Tackling the Augean Stables of Customer Support: Our Success Story

Once, the Business Support department at Social Discovery Group faced the daunting challenge of clearing a backlog of 1500 tickets that had accumulated over four years. Managing such a high volume of issues was a serious undertaking, and we constantly found ourselves struggling to keep up with the KPIs. Despite our best efforts, the tickets kept getting shuffled from one sprint to another, leaving customers frustrated and us feeling overwhelmed.

In this article, we would like to share our experience of tackling this seemingly impossible task, reminding us of the legendary sixth labor of Hercules. We will take you through the challenges SDGroup team faced and the steps we took to rebuild our department's processes. We adopted the STATIK approach, which proved to be incredibly effective in helping us clear the backlog and bring much-needed relief to our team. So, if you're looking for practical insights into tackling a backlog of tickets, keep reading!

How We Ended Up With the 1,500-Ticket Queue

As the Business Support department, we are responsible for handling tickets that contain client complaints and suggestions about our services. For example, if a client experiences difficulties with the payment system on our website, they may raise an issue with SDG technical support team. Colleagues gather all relevant information, including issue reproduction steps and screenshots, and create a ticket in Jira, assigning it to our department. We then run additional tests to ensure that the problem is not a temporary customer glitch, but a real issue on our side. If confirmed, we create a bug report, prioritize it, and forward it to the development team for resolution.

On average, we used to receive 20-30 tickets daily. We spent 2-3 hours reproducing the problem, but whenever we required assistance from other departments, such as case details, service restarts, data from the database, or analysis from the dev team, our tasks tended to stuck. Our colleagues were often unable to respond promptly, and there was no separate team of developers assigned to our bug reports. Furthermore, our development tickets had lower priority compared to business tasks. As a result, even high-priority tickets could remain unresolved for a few months, while lower-priority tasks remained on the board for years.

As you can see, this flow led to too much uncertainty in meeting deadlines, which caused dissatisfaction for both us and our clients. The situation resulted in several issues:

Clients were stressed and frustrated when their problems were not resolved quickly enough, and we were unable to provide a clear timeline.
Our support team was frustrated, as clients demanded updates for unresolved issues almost every day.
The support team wrote to us and received the same response: "The problem is not solved yet."
Our team was overloaded and unable to pick up old tasks and link them as recurring cases.
We felt despair, as we looked at the daunting number of 1,500 unresolved tasks on our board. We knew that we needed to change our approach to make any headway.

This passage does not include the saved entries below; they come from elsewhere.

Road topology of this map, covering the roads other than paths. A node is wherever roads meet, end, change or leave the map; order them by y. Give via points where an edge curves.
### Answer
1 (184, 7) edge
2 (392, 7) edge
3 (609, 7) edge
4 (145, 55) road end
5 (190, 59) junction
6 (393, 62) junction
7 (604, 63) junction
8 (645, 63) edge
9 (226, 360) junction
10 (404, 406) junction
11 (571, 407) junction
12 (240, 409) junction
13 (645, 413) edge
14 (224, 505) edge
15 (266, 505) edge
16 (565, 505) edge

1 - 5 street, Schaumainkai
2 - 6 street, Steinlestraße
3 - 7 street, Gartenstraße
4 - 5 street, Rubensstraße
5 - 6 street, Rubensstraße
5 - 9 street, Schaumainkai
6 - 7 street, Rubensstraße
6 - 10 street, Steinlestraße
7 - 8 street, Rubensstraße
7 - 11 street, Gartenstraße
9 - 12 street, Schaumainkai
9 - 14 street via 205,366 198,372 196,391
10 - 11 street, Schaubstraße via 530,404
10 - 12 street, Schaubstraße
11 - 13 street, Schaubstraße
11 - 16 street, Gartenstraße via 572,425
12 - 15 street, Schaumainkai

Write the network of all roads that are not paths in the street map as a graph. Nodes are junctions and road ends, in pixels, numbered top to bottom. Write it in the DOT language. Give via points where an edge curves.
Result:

This is what the ticket life cycle looked like during that period.

Let's take a look at some of the issues we encountered while managing the issue backlog:

The support team lacked scripts to promptly document and filter issues.
Tasks in the "New" status often became stuck in limbo. When we didn't have enough information or access to resolve the issue, it would move to the "Escalated" status, and we would seek assistance from colleagues in other departments. Unfortunately, it could take weeks or even months for them to respond. And sometimes, we missed comments due to the overwhelming volume of incoming tasks.
Once we eventually verified the issue, we shifted it to the "Awaiting fix" status. Due to a chronic shortage of dev resources, these tickets could remain unresolved for years. Clients didn’t close the tickets, hoping that we would receive more resources in the future.
The substantial task backlog resulted in duplicates. It was difficult to merge and close them since we often struggled to remember which tasks had been started in prior years.

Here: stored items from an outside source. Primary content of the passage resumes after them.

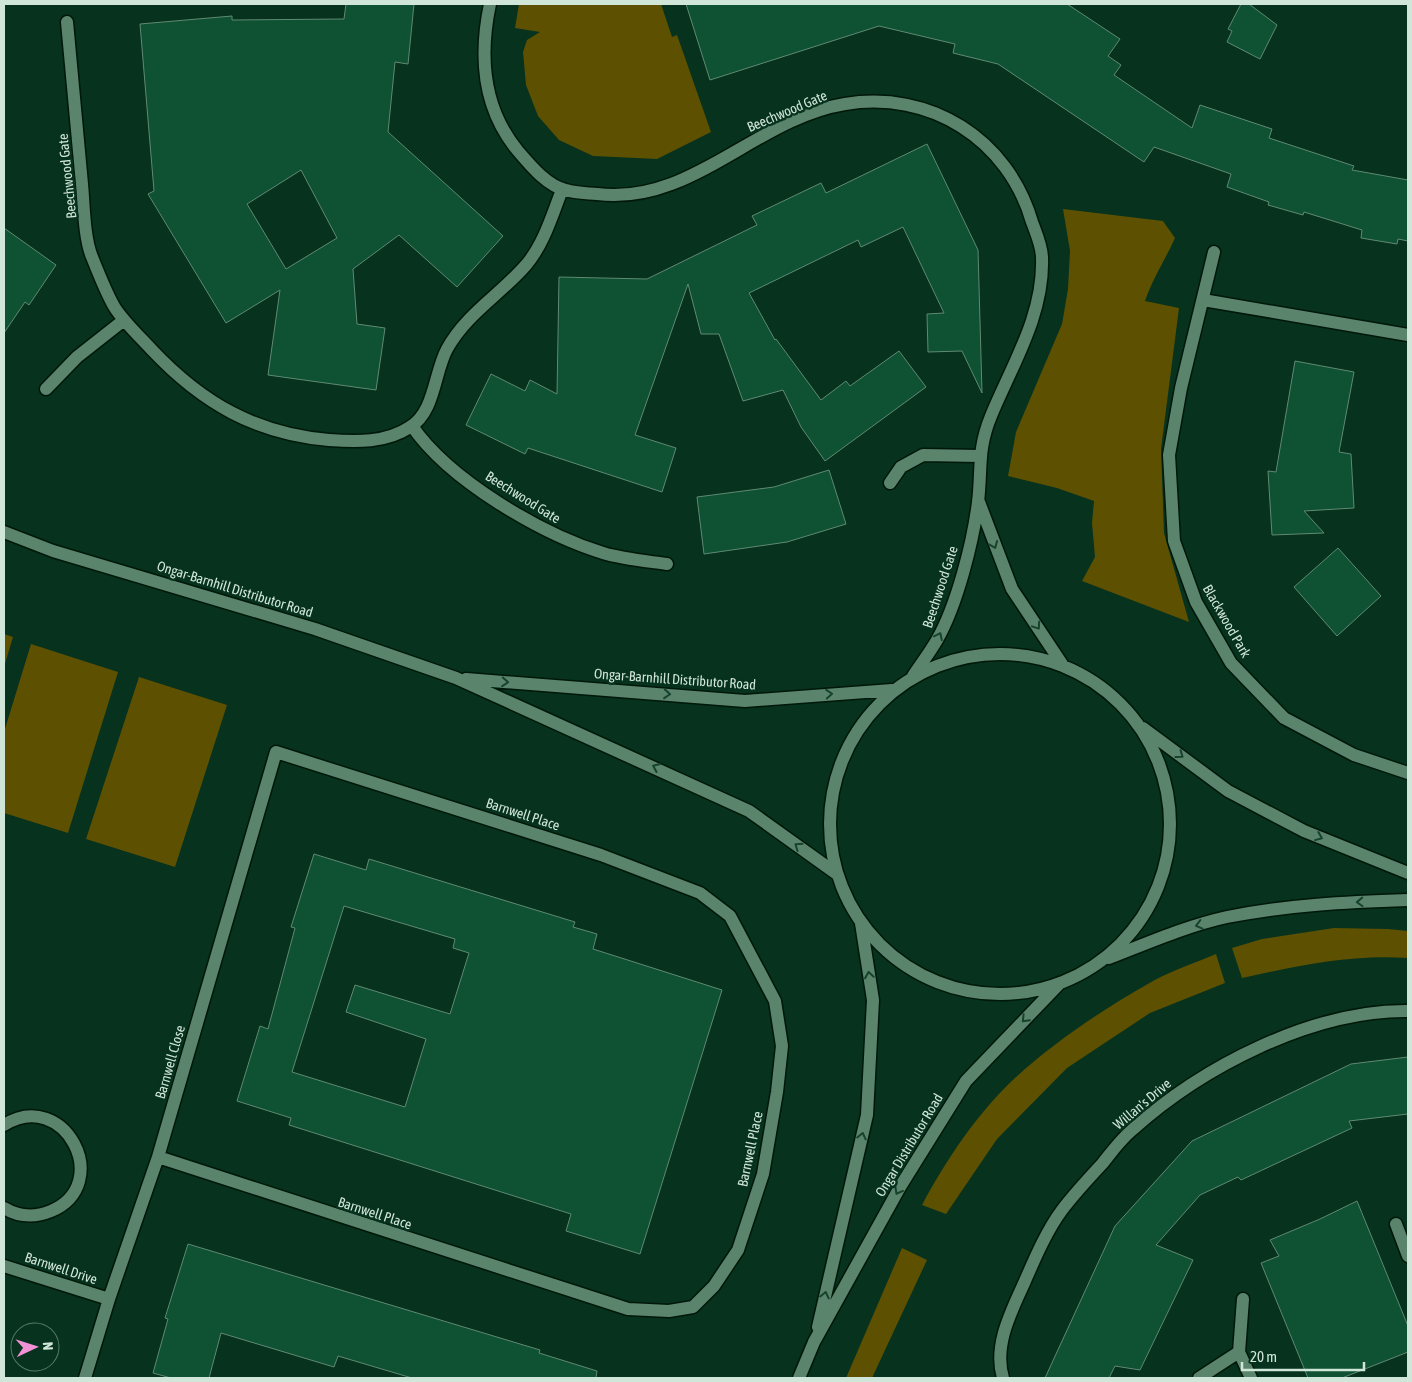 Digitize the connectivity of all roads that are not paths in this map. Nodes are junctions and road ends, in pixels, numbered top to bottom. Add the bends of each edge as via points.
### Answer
1 (490, 4) edge
2 (67, 22) dead end
3 (562, 190) junction
4 (1214, 252) dead end
5 (1203, 300) junction
6 (124, 320) junction
7 (1408, 335) edge
8 (46, 389) dead end
9 (412, 426) junction
10 (979, 456) junction
11 (890, 483) dead end
12 (978, 500) junction
13 (4, 532) edge
14 (667, 564) dead end
15 (1062, 664) junction
16 (913, 676) junction
17 (456, 678) junction
18 (892, 690) junction
19 (1141, 726) junction
20 (276, 752) joint
21 (1408, 773) edge
22 (1408, 873) edge
23 (837, 874) junction
24 (1408, 900) edge
25 (861, 923) junction
26 (1105, 959) junction
27 (1059, 984) junction
28 (1408, 1011) edge
29 (4, 1125) edge
30 (158, 1157) junction
31 (4, 1208) edge
32 (1396, 1224) dead end
33 (1408, 1256) edge
34 (4, 1266) edge
35 (109, 1299) junction
36 (1243, 1299) dead end
37 (814, 1342) junction
38 (1239, 1352) junction
39 (85, 1378) edge
40 (799, 1378) edge
41 (1003, 1378) edge
42 (1199, 1378) edge
43 (1250, 1378) edge

1 - 3 street, Beechwood Gate via 486,20 484,71 490,101 505,136 534,170
2 - 6 street, Beechwood Gate via 90,254
3 - 9 street, Beechwood Gate via 540,245 528,263 501,292 468,318 446,350 425,411
3 - 10 street, Beechwood Gate via 632,195 666,188 763,135 823,109 843,104 896,101 943,116 978,137 1012,174 1030,213 1042,256 1039,299 1028,336 987,425
4 - 5 street, Blackwood Park
5 - 7 street
5 - 21 street, Blackwood Park via 1181,388 1169,455 1174,541 1196,602 1231,663 1284,718 1354,755
6 - 8 street via 77,357
6 - 9 street, Beechwood Gate via 168,368 196,392 230,413 265,428 307,438 355,442 391,437
9 - 14 street, Beechwood Gate via 421,440 466,480 554,535 605,554
10 - 11 street via 923,455 901,467
10 - 12 street, Beechwood Gate
12 -> 15 street, Beechwood Gate via 1012,589
16 -> 12 street, Beechwood Gate via 938,638 956,591 972,536
13 - 17 street, Ongar-Barnhill Distributor Road via 53,551 315,629
15 - 16 street via 1012,653 995,654 961,657
15 - 19 street via 1106,689
16 - 18 street
17 -> 18 street, Ongar-Barnhill Distributor Road via 745,700
23 -> 17 street, Ongar-Barnhill Distributor Road via 749,811
18 - 23 street via 867,718 846,751 832,800 829,832
19 -> 22 street via 1228,791 1304,831
19 - 26 street via 1164,772 1171,822 1164,874 1141,921
20 - 30 street, Barnwell Close
20 - 30 street, Barnwell Place via 601,855 700,893 730,916 776,1001 782,1046 763,1174 738,1250 714,1286 693,1306 669,1312 628,1309
23 - 25 street
24 -> 26 street via 1318,903 1227,917 1189,927
25 - 27 street via 888,952 920,975 957,989 1008,995
37 -> 25 street, Ongar Distributor Road via 867,1115 873,1000
26 - 27 street
27 -> 37 street, Ongar Distributor Road via 966,1081 918,1156
28 - 41 street, Willan's Drive via 1326,1022 1253,1050 1179,1091 1130,1131 1061,1211 1030,1269 1001,1342
29 - 31 street via 30,1117 48,1120 63,1128 74,1142 80,1158 80,1175 74,1192 59,1208 39,1216 17,1215
30 - 35 street, Barnwell Close
32 - 33 street
34 - 35 street, Barnwell Drive
35 - 39 street, Barnwell Close
36 - 38 street
37 - 40 street, Ongar Distributor Road
38 - 42 street
38 - 43 street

This poorly organized approach resulted in a backlog of 1,500 unresolved tickets over four years.

The STATIK Approach and the Sixth Labor of Hercules

We realized that our department was too focused on processing tickets rather than addressing the core purpose of resolving client issues: improving their loyalty towards Social Discovery Group products and detecting vulnerabilities in our services and websites. You may wonder, "Why not hire more staff if you can't handle the workload?" However, experience has shown that by establishing efficient processes, we can go without extra resources.

Similarly, Hercules completed his labor alone by redirecting the river's flow towards the Augean stables, which cleared them in just one day. To streamline our ticket board, we referred to Mike Burrows' book "Kanban from the Inside" and implemented the STATIK approach, a systematic strategy for executing the Kanban method.

While implementing the STATIK approach, we followed these five steps:

1. We identified the customers' expectations from our Business Support department and concluded that customers need to be satisfied with the provided support. To accomplish this, we need to ensure the following:

Transparency in our work on the task enables clients to understand what's happening with their requests at any given moment.
Promptness of our work on the tasks, providing a definitive time for feedback in any state of the issue.

2. We defined both the internal and external sources of dissatisfaction. The internal source is what hindered us and caused frustration in our own work.

The external source is what caused frustration for our customers and hindered their experience.

3. We analyzed the sources and nature of our workload. We examined the tickets submitted to our department and categorized them by the departments they came from, their frequency, and the customers' expectations regarding response times and solutions.

4. We evaluated our current capabilities. At this stage, we assessed how efficiently we were handling the tickets and determined how many tasks we could realistically manage in a week.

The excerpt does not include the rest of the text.